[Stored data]
>>>>>

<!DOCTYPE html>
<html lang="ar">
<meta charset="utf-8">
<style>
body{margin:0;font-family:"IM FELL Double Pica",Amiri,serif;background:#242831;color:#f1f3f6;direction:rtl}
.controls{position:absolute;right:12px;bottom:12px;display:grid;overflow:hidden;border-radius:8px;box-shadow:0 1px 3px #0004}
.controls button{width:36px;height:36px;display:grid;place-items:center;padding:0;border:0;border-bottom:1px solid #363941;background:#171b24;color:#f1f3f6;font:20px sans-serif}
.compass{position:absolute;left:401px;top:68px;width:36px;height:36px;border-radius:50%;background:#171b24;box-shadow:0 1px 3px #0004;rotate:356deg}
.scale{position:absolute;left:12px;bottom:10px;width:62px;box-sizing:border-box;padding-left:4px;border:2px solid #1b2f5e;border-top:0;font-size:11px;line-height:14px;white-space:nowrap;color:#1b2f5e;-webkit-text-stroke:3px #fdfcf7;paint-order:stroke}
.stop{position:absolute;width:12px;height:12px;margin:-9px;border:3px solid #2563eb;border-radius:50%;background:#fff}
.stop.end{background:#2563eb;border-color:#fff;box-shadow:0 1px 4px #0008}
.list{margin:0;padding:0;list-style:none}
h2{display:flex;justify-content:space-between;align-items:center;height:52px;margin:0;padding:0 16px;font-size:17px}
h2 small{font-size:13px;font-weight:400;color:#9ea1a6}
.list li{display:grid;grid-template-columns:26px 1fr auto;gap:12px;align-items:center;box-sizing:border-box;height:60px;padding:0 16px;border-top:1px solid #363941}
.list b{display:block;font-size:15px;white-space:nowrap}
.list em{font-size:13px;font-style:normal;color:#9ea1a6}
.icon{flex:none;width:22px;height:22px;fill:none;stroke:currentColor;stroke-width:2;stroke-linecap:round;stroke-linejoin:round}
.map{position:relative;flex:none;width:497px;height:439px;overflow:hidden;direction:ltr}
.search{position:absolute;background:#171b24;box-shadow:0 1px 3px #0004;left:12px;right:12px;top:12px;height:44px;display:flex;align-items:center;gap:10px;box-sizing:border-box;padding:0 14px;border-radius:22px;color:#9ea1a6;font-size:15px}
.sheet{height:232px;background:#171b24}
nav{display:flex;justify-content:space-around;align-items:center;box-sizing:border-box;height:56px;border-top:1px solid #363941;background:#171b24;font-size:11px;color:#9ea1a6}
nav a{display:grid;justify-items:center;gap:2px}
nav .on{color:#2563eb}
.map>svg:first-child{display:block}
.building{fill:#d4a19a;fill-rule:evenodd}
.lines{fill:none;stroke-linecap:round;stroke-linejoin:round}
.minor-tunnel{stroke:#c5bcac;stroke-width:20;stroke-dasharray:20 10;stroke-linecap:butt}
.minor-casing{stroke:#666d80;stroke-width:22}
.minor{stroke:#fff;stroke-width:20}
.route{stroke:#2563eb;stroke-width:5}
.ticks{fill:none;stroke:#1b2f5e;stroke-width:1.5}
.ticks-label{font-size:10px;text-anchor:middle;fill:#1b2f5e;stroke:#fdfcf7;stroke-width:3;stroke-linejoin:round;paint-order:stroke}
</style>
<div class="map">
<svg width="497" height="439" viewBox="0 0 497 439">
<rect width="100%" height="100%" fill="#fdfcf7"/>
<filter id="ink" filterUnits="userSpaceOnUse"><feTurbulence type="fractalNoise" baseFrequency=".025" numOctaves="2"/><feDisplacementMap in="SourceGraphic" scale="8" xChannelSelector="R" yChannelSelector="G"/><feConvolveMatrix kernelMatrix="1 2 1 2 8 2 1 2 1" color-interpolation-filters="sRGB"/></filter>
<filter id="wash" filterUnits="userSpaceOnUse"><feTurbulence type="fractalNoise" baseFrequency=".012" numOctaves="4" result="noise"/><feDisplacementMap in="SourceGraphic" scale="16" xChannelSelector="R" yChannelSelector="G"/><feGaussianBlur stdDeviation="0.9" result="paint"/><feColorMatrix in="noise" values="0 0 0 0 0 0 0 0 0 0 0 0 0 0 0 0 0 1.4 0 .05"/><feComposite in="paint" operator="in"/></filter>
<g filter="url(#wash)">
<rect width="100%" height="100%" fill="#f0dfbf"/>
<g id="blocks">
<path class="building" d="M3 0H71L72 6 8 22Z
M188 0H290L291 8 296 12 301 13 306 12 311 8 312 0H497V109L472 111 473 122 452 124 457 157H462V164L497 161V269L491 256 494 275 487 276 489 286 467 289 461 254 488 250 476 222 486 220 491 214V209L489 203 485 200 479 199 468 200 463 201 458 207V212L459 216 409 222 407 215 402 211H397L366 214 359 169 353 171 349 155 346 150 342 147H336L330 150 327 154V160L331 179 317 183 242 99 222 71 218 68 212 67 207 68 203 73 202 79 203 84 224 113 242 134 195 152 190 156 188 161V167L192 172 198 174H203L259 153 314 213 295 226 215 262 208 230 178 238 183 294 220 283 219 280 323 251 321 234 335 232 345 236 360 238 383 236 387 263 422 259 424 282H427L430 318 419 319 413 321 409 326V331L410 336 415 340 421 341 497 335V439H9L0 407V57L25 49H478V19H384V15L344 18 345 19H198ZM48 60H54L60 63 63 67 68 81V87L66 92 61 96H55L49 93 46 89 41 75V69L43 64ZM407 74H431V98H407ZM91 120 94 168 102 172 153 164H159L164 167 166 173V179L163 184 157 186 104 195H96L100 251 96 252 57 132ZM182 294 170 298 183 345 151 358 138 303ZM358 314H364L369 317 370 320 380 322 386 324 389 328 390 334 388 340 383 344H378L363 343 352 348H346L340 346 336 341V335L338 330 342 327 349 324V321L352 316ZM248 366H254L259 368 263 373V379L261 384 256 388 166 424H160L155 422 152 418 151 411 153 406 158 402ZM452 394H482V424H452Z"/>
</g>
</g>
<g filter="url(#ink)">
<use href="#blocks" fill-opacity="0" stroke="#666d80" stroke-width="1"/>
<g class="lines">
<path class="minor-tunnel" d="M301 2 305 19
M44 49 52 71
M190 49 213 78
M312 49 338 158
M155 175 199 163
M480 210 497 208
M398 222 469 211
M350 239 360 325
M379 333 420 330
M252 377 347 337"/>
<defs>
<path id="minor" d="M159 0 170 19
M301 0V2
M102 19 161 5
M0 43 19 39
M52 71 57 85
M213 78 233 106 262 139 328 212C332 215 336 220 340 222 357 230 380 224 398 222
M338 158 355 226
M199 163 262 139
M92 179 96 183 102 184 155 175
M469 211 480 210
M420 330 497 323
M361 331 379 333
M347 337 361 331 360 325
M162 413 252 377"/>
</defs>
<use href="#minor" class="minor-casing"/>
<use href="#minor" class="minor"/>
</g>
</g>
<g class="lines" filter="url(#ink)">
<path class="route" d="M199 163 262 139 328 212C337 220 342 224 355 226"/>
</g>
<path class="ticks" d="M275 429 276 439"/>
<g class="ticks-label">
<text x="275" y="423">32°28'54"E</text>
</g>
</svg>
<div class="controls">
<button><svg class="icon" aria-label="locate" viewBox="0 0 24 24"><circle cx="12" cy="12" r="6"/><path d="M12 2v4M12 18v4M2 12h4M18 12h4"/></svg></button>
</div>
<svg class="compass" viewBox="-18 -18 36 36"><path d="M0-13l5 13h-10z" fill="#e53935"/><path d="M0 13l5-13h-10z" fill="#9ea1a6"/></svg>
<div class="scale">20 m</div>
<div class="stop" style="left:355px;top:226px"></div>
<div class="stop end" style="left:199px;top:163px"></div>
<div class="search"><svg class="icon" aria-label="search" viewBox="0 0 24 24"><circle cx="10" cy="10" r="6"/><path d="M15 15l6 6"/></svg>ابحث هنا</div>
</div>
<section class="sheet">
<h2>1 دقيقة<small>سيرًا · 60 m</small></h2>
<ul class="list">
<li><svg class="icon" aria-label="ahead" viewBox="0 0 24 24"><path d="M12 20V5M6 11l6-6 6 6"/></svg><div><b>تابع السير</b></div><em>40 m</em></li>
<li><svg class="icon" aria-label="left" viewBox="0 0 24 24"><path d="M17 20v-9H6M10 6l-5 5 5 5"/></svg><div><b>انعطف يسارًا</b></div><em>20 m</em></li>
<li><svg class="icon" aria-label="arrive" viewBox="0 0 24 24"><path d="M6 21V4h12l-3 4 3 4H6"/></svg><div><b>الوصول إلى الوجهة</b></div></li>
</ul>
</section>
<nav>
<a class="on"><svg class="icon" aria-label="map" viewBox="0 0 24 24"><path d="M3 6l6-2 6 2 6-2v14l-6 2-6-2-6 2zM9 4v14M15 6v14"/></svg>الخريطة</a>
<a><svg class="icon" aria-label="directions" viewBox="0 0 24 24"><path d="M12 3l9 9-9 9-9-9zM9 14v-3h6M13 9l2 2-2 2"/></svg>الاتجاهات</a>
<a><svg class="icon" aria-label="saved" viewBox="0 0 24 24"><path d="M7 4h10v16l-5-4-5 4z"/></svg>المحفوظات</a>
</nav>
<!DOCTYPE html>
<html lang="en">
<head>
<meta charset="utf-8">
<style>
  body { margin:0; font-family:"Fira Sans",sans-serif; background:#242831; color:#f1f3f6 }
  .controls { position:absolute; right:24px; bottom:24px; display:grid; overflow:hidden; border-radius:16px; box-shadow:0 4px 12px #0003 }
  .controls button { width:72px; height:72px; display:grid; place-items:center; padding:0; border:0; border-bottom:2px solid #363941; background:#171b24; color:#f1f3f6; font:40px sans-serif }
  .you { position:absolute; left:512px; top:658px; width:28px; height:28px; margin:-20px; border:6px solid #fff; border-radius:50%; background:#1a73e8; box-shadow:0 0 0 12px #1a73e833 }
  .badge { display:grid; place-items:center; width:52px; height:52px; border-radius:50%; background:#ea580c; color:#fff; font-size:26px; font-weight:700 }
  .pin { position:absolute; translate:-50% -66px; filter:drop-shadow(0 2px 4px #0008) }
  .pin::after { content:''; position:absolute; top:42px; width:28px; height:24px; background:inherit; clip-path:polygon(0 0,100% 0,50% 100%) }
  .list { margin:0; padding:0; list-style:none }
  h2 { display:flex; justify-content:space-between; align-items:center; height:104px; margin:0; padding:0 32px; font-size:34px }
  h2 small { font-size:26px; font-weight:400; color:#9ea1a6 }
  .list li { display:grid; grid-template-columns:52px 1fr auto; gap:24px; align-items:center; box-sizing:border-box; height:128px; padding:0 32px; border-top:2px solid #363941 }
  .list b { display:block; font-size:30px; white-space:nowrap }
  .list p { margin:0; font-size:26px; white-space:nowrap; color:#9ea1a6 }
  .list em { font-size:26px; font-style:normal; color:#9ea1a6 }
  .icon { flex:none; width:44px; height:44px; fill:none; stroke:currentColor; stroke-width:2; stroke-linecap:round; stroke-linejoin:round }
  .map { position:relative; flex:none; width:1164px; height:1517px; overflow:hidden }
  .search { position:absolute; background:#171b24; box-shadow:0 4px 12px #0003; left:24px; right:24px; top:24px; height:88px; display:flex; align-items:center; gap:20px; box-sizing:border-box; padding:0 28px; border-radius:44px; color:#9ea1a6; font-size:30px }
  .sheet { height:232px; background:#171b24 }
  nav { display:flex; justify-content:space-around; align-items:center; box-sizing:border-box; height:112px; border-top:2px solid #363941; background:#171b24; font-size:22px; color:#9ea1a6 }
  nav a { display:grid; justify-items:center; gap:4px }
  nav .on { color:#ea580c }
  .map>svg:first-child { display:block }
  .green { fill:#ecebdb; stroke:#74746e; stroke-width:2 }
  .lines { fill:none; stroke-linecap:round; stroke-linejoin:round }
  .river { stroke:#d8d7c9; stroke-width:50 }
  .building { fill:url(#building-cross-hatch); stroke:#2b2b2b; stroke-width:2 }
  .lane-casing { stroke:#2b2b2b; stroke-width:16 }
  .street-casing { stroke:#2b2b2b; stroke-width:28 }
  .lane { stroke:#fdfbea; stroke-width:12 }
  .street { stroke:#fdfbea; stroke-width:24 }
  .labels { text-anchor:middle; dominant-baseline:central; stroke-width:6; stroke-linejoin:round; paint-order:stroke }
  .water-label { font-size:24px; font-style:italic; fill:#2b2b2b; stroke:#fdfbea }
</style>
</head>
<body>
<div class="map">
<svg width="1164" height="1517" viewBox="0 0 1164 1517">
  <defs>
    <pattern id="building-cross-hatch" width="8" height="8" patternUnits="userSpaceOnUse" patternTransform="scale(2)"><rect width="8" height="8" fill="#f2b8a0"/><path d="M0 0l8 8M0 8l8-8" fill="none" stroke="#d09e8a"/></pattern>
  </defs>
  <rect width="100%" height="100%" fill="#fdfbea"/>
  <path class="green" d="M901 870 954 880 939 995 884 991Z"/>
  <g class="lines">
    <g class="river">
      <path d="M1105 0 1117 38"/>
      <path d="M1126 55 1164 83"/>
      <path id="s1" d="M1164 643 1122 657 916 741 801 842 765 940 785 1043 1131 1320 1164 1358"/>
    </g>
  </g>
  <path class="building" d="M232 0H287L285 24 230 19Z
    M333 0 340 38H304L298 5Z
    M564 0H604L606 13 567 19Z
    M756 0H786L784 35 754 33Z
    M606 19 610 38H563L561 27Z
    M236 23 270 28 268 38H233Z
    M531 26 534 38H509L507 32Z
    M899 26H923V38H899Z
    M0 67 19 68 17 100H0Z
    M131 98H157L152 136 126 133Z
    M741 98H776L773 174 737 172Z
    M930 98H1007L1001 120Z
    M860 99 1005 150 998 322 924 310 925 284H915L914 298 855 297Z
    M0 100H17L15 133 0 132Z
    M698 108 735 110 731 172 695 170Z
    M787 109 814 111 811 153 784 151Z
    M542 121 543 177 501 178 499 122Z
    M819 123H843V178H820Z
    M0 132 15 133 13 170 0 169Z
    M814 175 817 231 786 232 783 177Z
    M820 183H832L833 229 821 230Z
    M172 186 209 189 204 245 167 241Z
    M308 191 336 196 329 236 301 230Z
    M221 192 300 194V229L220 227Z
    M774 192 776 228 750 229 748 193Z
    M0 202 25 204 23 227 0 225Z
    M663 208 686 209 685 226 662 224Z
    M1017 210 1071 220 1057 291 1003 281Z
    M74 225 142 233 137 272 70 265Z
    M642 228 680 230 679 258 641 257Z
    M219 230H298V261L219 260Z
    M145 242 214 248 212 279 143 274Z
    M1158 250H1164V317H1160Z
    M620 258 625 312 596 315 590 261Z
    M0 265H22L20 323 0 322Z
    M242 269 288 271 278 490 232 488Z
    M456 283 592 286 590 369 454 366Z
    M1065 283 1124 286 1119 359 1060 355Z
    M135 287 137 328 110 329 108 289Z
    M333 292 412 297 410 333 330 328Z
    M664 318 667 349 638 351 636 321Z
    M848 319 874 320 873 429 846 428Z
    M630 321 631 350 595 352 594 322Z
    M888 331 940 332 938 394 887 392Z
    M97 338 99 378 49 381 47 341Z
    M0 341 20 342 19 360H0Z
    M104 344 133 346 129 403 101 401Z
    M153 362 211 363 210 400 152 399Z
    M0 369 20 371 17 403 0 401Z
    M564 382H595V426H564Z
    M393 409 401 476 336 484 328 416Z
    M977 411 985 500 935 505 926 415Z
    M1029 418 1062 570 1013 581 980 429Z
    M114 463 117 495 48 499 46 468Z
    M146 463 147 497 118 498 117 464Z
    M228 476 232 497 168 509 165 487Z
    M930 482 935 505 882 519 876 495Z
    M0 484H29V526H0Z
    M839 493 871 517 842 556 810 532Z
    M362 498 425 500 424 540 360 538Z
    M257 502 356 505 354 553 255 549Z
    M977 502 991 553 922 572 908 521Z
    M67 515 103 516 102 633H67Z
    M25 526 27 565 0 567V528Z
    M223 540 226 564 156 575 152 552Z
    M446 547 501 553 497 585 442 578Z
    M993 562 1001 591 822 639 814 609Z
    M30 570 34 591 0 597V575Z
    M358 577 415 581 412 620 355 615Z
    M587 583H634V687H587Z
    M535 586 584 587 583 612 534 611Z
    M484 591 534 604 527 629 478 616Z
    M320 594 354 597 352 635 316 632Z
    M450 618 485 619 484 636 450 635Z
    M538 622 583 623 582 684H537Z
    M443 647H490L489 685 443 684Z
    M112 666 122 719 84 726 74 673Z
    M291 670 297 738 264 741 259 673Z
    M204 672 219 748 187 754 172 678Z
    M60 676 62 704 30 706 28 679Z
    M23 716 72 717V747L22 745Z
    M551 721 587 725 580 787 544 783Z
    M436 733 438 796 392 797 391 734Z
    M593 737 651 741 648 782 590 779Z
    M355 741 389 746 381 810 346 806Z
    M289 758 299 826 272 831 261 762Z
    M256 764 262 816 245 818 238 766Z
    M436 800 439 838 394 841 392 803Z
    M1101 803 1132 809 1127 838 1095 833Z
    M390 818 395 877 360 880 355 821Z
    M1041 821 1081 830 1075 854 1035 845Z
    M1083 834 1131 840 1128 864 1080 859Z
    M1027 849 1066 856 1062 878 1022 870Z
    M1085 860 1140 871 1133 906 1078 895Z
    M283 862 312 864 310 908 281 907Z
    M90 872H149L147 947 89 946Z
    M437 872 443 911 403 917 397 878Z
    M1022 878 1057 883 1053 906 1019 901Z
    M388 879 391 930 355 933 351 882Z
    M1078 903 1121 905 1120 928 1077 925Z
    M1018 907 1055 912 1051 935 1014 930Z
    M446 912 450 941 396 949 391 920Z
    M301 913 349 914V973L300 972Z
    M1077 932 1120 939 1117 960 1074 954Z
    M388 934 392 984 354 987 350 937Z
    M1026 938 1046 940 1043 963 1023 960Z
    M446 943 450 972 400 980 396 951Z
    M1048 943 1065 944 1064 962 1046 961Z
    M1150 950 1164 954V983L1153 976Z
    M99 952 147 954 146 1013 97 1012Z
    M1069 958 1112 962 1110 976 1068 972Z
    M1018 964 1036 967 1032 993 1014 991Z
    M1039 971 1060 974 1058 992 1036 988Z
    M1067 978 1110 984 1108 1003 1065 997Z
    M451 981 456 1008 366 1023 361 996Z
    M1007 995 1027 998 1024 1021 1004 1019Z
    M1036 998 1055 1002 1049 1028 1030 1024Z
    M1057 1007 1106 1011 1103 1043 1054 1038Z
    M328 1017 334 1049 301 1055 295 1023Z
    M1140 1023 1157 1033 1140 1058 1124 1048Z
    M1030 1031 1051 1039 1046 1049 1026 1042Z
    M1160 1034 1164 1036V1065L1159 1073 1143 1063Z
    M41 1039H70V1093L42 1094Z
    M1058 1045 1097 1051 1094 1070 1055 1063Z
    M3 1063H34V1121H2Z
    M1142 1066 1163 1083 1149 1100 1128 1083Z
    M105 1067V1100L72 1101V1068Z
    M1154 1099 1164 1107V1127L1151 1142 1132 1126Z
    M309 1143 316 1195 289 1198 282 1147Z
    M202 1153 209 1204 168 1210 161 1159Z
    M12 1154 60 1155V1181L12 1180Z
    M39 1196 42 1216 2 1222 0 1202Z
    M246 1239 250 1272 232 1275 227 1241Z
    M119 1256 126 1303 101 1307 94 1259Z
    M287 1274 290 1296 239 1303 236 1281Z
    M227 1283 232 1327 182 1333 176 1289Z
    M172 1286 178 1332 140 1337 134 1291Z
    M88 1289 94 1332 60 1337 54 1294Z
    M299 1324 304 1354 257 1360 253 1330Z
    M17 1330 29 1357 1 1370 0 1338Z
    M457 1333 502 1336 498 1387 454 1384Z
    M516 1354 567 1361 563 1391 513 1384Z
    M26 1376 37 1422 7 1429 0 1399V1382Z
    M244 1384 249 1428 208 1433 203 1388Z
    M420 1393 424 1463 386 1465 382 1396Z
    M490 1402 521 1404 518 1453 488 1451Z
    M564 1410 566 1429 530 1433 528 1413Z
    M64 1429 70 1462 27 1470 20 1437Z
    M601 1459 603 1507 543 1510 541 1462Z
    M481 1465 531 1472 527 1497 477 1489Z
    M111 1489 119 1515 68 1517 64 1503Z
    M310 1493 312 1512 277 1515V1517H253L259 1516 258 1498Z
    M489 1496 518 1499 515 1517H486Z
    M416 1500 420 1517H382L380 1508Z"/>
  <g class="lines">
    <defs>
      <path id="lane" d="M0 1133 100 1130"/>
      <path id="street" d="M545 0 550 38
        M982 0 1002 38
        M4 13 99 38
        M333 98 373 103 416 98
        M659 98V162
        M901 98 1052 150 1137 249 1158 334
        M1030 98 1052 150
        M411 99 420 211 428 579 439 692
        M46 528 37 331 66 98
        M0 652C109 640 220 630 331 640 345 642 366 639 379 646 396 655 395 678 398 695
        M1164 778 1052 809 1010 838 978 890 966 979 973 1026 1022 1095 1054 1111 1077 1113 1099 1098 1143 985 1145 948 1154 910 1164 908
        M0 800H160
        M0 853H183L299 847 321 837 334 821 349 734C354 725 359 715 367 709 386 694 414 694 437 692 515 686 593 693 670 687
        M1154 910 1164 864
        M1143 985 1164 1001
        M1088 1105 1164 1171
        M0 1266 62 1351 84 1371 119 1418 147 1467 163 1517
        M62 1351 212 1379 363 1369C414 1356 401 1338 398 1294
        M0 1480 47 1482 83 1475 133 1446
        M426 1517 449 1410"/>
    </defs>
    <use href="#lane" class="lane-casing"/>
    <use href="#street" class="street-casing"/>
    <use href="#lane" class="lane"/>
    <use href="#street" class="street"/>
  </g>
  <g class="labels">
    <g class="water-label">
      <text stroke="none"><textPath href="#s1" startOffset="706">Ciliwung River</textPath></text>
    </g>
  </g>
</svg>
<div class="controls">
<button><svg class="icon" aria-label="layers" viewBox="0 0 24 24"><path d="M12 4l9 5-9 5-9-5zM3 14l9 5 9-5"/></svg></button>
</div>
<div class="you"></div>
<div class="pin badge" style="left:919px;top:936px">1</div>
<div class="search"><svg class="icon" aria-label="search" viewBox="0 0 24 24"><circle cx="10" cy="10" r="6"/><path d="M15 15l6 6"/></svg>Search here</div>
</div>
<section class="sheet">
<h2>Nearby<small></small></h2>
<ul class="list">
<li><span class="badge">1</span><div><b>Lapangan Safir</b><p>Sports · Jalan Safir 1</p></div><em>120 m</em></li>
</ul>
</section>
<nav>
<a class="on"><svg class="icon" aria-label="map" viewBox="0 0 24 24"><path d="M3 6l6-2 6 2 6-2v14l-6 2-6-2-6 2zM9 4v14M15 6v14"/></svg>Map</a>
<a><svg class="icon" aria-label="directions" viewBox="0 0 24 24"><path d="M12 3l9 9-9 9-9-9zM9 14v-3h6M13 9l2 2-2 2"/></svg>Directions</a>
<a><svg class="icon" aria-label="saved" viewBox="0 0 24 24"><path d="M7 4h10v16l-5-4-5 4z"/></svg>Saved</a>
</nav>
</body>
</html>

<<<<<

What you will do —
Taking the line with "M1058 1045 1097 1051 1094 1070 1055 1063Z" as the first and the line with "M46 528 37 331 66 98" as the last, retype that stretch of the data above exactly, with no other lines.

Answer space —
    M1058 1045 1097 1051 1094 1070 1055 1063Z
    M3 1063H34V1121H2Z
    M1142 1066 1163 1083 1149 1100 1128 1083Z
    M105 1067V1100L72 1101V1068Z
    M1154 1099 1164 1107V1127L1151 1142 1132 1126Z
    M309 1143 316 1195 289 1198 282 1147Z
    M202 1153 209 1204 168 1210 161 1159Z
    M12 1154 60 1155V1181L12 1180Z
    M39 1196 42 1216 2 1222 0 1202Z
    M246 1239 250 1272 232 1275 227 1241Z
    M119 1256 126 1303 101 1307 94 1259Z
    M287 1274 290 1296 239 1303 236 1281Z
    M227 1283 232 1327 182 1333 176 1289Z
    M172 1286 178 1332 140 1337 134 1291Z
    M88 1289 94 1332 60 1337 54 1294Z
    M299 1324 304 1354 257 1360 253 1330Z
    M17 1330 29 1357 1 1370 0 1338Z
    M457 1333 502 1336 498 1387 454 1384Z
    M516 1354 567 1361 563 1391 513 1384Z
    M26 1376 37 1422 7 1429 0 1399V1382Z
    M244 1384 249 1428 208 1433 203 1388Z
    M420 1393 424 1463 386 1465 382 1396Z
    M490 1402 521 1404 518 1453 488 1451Z
    M564 1410 566 1429 530 1433 528 1413Z
    M64 1429 70 1462 27 1470 20 1437Z
    M601 1459 603 1507 543 1510 541 1462Z
    M481 1465 531 1472 527 1497 477 1489Z
    M111 1489 119 1515 68 1517 64 1503Z
    M310 1493 312 1512 277 1515V1517H253L259 1516 258 1498Z
    M489 1496 518 1499 515 1517H486Z
    M416 1500 420 1517H382L380 1508Z"/>
  <g class="lines">
    <defs>
      <path id="lane" d="M0 1133 100 1130"/>
      <path id="street" d="M545 0 550 38
        M982 0 1002 38
        M4 13 99 38
        M333 98 373 103 416 98
        M659 98V162
        M901 98 1052 150 1137 249 1158 334
        M1030 98 1052 150
        M411 99 420 211 428 579 439 692
        M46 528 37 331 66 98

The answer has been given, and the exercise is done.